蟹が来た不思議

2011-09-26 00:00:22 | あじ
山本文緒『アカペラ』は、家庭崩壊の中で浮遊する中学三年女子と、彼女をとりまく複雑で暗く重い家族関係がメインテーマの小説で、そのテーマを発展させていくと、人間という複雑な生物の話になっていくのだが、家族以外の登場人物の中で最も重要な役回りを与えられるのが、担任の男性教諭である「蟹江」である。

なんとなくダメ教師でありながら、結婚の予定もない恋人と甘い夜を過ごしている途中でも、女子生徒の悩みごとを聞くために夜中にベッドから出て行ったりするわけだ。

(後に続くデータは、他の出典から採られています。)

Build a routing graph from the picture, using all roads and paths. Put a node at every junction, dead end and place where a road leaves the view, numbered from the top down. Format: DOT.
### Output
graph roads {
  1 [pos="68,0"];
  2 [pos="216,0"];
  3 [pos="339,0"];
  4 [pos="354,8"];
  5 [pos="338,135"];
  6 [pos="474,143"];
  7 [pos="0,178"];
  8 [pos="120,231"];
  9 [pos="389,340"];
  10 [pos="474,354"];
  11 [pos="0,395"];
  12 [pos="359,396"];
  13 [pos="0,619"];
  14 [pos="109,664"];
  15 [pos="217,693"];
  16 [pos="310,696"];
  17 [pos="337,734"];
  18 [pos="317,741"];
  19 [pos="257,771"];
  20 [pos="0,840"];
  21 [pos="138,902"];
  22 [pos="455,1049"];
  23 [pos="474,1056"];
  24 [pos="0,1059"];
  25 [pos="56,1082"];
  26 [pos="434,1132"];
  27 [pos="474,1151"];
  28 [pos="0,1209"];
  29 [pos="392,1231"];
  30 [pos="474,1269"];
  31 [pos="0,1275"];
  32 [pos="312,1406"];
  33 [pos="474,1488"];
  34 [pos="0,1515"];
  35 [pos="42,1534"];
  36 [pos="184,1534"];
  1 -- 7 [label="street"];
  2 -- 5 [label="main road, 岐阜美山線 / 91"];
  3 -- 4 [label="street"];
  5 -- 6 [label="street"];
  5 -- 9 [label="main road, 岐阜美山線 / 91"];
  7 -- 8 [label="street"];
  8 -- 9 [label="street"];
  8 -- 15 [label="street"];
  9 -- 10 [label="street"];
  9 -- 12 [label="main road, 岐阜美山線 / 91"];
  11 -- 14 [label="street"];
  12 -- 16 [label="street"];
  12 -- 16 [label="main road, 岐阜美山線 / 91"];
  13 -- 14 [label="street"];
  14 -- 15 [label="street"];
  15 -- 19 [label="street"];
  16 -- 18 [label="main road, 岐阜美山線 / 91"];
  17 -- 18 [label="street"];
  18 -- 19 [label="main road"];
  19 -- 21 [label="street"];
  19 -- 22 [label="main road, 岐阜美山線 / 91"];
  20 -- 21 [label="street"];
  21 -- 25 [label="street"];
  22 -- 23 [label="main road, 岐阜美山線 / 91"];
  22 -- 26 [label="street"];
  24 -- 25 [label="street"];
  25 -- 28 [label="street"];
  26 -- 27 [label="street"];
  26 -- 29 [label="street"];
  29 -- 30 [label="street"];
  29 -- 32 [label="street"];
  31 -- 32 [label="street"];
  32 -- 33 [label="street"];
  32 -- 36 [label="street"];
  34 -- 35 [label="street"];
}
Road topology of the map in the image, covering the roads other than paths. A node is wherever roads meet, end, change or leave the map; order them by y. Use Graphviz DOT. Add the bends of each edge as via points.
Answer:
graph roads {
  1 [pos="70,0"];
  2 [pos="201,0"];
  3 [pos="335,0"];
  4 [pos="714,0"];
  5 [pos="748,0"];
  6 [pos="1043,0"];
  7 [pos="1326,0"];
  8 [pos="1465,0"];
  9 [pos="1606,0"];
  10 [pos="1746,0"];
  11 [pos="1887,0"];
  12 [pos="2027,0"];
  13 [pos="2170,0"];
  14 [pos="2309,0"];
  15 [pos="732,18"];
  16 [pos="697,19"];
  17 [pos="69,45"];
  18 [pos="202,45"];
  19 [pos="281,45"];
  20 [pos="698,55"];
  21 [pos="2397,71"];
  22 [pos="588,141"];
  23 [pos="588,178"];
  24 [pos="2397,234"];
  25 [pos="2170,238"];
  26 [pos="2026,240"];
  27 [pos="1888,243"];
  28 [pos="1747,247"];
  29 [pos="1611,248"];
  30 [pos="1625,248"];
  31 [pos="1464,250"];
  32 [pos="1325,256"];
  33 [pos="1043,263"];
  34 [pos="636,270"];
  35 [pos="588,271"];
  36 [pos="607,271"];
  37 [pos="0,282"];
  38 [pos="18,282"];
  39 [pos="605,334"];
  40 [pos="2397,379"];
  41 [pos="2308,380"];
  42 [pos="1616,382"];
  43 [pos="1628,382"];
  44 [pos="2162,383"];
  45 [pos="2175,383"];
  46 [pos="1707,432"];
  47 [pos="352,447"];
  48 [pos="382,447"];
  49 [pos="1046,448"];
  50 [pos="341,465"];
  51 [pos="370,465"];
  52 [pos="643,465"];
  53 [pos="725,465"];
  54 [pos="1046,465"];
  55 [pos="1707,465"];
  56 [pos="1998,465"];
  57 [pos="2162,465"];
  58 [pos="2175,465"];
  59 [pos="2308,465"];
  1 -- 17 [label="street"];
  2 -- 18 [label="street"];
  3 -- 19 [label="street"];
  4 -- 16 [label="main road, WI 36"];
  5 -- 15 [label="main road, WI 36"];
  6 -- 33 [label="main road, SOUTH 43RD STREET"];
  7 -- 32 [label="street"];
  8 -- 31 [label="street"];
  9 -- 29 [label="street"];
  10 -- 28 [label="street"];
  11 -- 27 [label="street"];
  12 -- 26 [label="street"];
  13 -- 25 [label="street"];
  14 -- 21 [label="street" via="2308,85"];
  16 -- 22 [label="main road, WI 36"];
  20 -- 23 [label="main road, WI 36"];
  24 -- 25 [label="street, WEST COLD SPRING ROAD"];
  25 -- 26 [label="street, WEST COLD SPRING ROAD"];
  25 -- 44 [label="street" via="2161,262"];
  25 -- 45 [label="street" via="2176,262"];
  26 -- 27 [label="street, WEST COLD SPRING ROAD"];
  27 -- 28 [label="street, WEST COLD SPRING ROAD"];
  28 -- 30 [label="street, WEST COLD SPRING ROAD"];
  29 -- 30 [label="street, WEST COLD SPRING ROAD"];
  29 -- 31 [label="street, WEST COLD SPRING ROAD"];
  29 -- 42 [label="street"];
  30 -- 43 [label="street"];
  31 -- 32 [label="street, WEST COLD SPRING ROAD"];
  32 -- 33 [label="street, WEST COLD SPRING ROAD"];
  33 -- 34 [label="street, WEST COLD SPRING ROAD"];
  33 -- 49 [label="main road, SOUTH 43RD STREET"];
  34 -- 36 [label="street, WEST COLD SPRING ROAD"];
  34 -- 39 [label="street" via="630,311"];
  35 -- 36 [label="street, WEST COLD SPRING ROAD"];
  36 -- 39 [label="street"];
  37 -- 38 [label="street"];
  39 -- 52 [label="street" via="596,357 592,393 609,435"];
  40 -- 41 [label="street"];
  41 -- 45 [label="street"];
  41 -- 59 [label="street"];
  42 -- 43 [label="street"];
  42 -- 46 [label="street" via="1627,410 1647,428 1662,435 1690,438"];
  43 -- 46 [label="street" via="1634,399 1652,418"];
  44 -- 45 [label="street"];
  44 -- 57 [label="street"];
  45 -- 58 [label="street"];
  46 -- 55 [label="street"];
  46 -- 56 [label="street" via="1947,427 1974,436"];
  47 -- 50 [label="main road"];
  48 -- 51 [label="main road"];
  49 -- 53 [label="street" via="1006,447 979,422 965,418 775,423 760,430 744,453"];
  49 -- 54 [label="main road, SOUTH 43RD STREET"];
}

で、説明は大きく省くが、生徒たちにつけられているあだ名は苗字に因んで、「カニータ」である。


で、・・・

前振りが長くなったが、本を読んだ次の日に、突然のクール宅急便。

知人から、「毛ガニ」が届いた。

kegani


さっそく、食べてしまう。

実は、蟹を解体するのは、かなり得意だ。本当は、分解方法を順に撮影したいところだが、そうはいかないわけだ。もちろん手が汚れているからだ。ハサミと蟹フォークとつま楊枝とかそんなものだ。

もちろん集中心にかけると、怪我をしたりする。

30分後には、元の蟹の倍ぐらいの甲羅の山ができる。

ところで、毛ガニと似た蟹に、栗ガニとかトゲ栗蟹がある。栗ガニと毛ガニの見極めは容易だ。毛ガニは表面を「毛」で覆っているのに対し、栗ガニの甲羅を覆っているのは、「トゲ」だからだ(正確にいうと、毛ガニは、毛のようなトゲに覆われている)。


ロブスターという海老に似たザリガニがいる。イセエビとの最大の差はロブスターにはハサミがある、ということだが、ハサミを取り去るとかなり似ているのだが、食べ方については大違いである。ロブスターの解体法は、蟹と同じ原理だ。

よく、女性にモテルための一つの条件として、「上手に蟹を分解するできる能力」ということが言われるが、毛ガニで分解トレーニングするのは、費用対効果からいっても得策ではないだろう。レストラン「レッドロブスター」に行ってみたらいいかもしれない。